Wahoo was a frequent waypoint when our family visited relatives in David City farther west.
A site of interest in Wahoo was the Saunders County Courthouse, where a torpedo was displayed near the curb. Even when I was eight and nine years old, the torpedo seemed incongruous, being so far from the sea. But we Nebraskans were starved for variety, and leftover munitions from a distant war were deemed tasty morsels.
Never did it occur to me that the Wahoo grain elevator had been built by my grandfather’s company. We knew he built elevators but assumed they were in far off places like Iowa.
Kristen Cart has already visited Wahoo and written one post.
But there’s new reason to think about the town after Aunt La Rose Tillotson drove there on a recent tour of the countryside. She forwards the pictures you see here.
As a young woman, Aunt La Rose lived in Wahoo for a short time. While going about her daily business, she never gave much thought to the elevator that stands along North Chestnut Street between Fifth and Sixth.
This isn’t a surprise, as a form of amnesia touched many family members after the family business faded out.

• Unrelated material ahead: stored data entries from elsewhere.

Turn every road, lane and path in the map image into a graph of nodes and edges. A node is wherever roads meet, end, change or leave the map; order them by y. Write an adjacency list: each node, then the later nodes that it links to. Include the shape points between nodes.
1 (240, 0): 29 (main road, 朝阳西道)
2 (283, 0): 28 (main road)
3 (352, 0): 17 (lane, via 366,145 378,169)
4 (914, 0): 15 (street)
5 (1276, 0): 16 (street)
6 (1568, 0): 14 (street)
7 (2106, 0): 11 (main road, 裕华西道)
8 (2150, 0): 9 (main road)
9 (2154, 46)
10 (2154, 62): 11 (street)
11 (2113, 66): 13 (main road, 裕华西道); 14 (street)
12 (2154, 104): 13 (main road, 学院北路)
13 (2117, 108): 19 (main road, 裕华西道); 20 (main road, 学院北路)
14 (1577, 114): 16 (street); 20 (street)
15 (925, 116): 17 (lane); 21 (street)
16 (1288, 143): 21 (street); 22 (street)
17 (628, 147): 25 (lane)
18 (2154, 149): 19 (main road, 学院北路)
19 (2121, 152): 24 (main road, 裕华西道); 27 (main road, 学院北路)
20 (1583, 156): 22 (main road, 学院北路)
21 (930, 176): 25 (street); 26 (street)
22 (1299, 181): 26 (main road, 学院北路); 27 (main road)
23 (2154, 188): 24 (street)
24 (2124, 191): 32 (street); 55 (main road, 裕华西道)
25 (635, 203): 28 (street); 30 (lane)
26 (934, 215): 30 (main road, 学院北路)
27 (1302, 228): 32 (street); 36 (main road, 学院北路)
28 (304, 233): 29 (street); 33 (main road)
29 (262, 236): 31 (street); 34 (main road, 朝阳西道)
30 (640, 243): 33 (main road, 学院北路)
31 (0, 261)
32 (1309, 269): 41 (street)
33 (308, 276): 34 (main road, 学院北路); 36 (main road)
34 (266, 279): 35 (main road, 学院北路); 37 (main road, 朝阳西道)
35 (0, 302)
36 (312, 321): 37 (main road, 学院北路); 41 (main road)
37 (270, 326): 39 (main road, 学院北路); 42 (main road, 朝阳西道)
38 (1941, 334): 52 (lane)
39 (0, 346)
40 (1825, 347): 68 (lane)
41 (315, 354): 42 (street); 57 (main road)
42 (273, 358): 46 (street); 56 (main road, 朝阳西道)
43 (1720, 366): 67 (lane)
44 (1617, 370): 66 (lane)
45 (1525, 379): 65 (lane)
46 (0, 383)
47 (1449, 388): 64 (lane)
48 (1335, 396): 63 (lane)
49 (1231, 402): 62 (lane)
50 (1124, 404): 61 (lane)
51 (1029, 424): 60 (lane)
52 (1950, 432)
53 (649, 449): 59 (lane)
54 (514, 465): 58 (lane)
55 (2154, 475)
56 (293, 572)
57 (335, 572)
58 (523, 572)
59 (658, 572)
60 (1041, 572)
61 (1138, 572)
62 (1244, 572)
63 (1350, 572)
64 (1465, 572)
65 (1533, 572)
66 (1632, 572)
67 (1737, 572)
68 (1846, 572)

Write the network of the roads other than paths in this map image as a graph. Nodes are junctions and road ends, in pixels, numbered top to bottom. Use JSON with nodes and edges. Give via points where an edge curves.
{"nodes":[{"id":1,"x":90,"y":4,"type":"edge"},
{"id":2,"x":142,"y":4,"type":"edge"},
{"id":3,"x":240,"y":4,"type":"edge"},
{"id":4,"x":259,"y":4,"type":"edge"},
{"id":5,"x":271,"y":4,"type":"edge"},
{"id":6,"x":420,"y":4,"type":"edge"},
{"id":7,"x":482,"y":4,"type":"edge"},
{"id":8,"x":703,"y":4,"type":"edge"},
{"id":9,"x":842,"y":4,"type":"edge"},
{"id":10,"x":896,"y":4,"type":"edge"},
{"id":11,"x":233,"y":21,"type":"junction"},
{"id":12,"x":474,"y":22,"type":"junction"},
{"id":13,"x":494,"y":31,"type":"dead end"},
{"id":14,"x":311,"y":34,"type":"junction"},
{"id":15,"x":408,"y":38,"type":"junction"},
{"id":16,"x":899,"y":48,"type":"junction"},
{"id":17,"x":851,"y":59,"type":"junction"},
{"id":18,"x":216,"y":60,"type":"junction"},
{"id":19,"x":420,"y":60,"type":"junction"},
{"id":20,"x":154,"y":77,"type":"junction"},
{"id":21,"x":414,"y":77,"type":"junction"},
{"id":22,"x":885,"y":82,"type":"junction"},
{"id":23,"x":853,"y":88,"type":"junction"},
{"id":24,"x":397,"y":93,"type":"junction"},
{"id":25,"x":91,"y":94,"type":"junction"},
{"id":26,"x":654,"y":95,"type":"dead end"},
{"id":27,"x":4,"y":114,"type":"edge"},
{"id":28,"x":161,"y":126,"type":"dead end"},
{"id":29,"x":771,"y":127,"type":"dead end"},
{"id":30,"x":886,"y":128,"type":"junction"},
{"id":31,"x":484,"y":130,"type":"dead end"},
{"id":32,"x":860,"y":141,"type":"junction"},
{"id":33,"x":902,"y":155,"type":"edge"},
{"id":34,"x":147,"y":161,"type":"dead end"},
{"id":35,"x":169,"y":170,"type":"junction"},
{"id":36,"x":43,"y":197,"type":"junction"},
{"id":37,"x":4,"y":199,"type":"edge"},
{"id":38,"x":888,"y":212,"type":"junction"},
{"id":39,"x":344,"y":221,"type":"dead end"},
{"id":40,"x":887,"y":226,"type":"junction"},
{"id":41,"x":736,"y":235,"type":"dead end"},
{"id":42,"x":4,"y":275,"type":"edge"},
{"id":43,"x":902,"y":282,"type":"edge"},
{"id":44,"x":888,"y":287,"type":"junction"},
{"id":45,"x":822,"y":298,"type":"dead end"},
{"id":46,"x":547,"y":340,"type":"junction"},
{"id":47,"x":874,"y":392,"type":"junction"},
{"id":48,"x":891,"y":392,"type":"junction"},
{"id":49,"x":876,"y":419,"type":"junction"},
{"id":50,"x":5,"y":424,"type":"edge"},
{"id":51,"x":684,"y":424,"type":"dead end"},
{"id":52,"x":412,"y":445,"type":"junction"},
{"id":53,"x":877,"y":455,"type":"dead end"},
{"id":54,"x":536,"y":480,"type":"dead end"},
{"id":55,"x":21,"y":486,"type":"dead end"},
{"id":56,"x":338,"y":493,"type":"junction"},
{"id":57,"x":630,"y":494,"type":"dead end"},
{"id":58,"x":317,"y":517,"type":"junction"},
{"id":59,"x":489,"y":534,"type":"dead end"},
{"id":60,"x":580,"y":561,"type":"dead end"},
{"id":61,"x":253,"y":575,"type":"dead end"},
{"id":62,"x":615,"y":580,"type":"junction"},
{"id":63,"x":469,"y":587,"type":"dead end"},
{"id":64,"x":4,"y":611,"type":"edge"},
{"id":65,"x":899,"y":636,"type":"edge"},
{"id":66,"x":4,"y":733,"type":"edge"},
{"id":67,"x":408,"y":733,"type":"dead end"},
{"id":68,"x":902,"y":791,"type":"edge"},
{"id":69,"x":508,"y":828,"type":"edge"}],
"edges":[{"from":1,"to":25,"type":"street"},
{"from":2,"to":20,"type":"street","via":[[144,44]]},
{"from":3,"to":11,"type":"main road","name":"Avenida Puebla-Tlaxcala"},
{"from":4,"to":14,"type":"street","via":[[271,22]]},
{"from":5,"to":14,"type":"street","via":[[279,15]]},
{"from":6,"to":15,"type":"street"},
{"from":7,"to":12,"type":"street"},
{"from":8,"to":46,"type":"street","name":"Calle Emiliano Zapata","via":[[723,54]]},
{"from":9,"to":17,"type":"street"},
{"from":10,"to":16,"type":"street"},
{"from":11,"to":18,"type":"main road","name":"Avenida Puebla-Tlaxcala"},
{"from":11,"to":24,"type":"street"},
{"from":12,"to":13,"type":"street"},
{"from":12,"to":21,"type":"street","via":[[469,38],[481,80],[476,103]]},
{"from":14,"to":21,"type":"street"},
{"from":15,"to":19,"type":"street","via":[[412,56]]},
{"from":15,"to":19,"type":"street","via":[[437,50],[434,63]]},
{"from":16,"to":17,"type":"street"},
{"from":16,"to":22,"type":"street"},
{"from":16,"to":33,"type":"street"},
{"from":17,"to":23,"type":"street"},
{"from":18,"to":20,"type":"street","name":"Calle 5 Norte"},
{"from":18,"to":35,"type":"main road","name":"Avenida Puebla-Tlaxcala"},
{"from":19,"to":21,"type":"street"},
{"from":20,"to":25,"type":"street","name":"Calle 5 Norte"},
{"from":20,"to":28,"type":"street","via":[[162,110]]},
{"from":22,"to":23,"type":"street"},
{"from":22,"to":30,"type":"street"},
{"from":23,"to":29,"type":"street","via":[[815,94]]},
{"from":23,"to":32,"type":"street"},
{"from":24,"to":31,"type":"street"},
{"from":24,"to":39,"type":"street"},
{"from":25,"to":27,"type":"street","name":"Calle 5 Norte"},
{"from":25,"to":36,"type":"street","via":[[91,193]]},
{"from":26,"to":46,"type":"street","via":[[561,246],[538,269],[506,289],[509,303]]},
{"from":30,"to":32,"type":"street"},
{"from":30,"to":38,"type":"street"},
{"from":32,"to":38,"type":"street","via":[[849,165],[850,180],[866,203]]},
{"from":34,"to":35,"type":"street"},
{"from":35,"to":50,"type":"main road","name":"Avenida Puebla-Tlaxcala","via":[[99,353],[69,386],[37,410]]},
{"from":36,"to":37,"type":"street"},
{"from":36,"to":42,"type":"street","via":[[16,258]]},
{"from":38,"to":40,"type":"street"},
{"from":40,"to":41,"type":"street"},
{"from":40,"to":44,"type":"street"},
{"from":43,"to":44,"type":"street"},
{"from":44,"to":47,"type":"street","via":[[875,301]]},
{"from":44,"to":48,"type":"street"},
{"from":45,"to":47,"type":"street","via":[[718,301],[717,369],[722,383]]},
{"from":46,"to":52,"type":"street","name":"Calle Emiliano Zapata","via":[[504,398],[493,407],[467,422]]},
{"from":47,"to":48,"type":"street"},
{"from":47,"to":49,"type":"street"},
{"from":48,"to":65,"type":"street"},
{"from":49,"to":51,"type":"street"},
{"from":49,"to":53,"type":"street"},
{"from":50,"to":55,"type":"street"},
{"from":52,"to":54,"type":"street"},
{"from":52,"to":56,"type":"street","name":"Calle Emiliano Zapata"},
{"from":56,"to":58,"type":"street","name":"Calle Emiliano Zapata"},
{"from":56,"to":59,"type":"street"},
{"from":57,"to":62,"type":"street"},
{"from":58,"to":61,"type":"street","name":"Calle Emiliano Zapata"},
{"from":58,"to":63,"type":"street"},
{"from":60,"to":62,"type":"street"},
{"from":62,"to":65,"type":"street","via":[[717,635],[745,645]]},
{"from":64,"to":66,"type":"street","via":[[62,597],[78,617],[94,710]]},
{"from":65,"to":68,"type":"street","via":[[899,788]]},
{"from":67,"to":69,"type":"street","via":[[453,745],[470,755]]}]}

Grandfather Reginald died in 1960.
Here are some particulars of the Wahoo elevator:
Tillotson Construction Company used the same plan as from Imo, Okla., which had also been built in 1950. That meant a 150,000-bushel elevator rose from a 54- by 51-foot slab over a pit nearly 16 feet deep. The drawform walls were 120 feet high, and the cupola topped out after another 26.5 feet.
From atop of the Wahoo elevator, you could probably see all the way to Swedeburg, looking south, and Malmo, looking northwest. (Prague–home of Czech Heritage Days–was just a bit northwest of there.) It’s doubtful, though, you could see as far as Valparaiso, in southwestern Saunders County. Ulysses, way to hell and gone in Butler County, was out of the question.
Some other noteworthy aspects of the Wahoo’s single-leg elevator were its use of 3,056 tons of reinforced concrete and its gross weight, when loaded with as much as 4,500 tons of grain, of 8,216 tons.
I don’t see anything else in the specifications that distinguish the Wahoo elevator all that much from Imo, or for that matter, David City, which was built the next year because whatever Wahoo did had to be done in David City, too.
But no other place was like Wahoo. Wikipedia says the name comes from an Indian word for the shrub Euonymus atropurpureus, which yields arrow wood. But who believes it? I think they’re covering up for the day in 1870 when two large casks of beer fell off the delivery wagon.
Remember these four things about Wahoo:
- Wahoo Sam Crawford came from Wahoo, played outfield from 1899 to 1917 for the Reds and Tigers, and still holds the Major League record for most triples (309). He was elected to the Hall of Fame in 1957.
- A wahoo (Acanthocybium solandri) is a sport fish in the tropical oceans, but as far as I can tell it isn’t the official fish of Wahoo. Lake Wanahoo is barren of wahoos.
- Wahoo was a long-running gag on Letterman.
- Pulitzer Prize-winning composer Howard Hanson (b. 1896), three-time Academy Award-winner Darryl F. Zanuck (b. 1902), and Nobel Prize-winning geneticist George Beadle (b. 1903) came from Wahoo.
How many towns of Wahoo’s size–about 4,500 souls today–have produced a Hall of Famer as well as Pulitizer Prize, Academy Award, and Nobel Prize winners?
Beyond all that, Wahoo has a Tillotson elevator.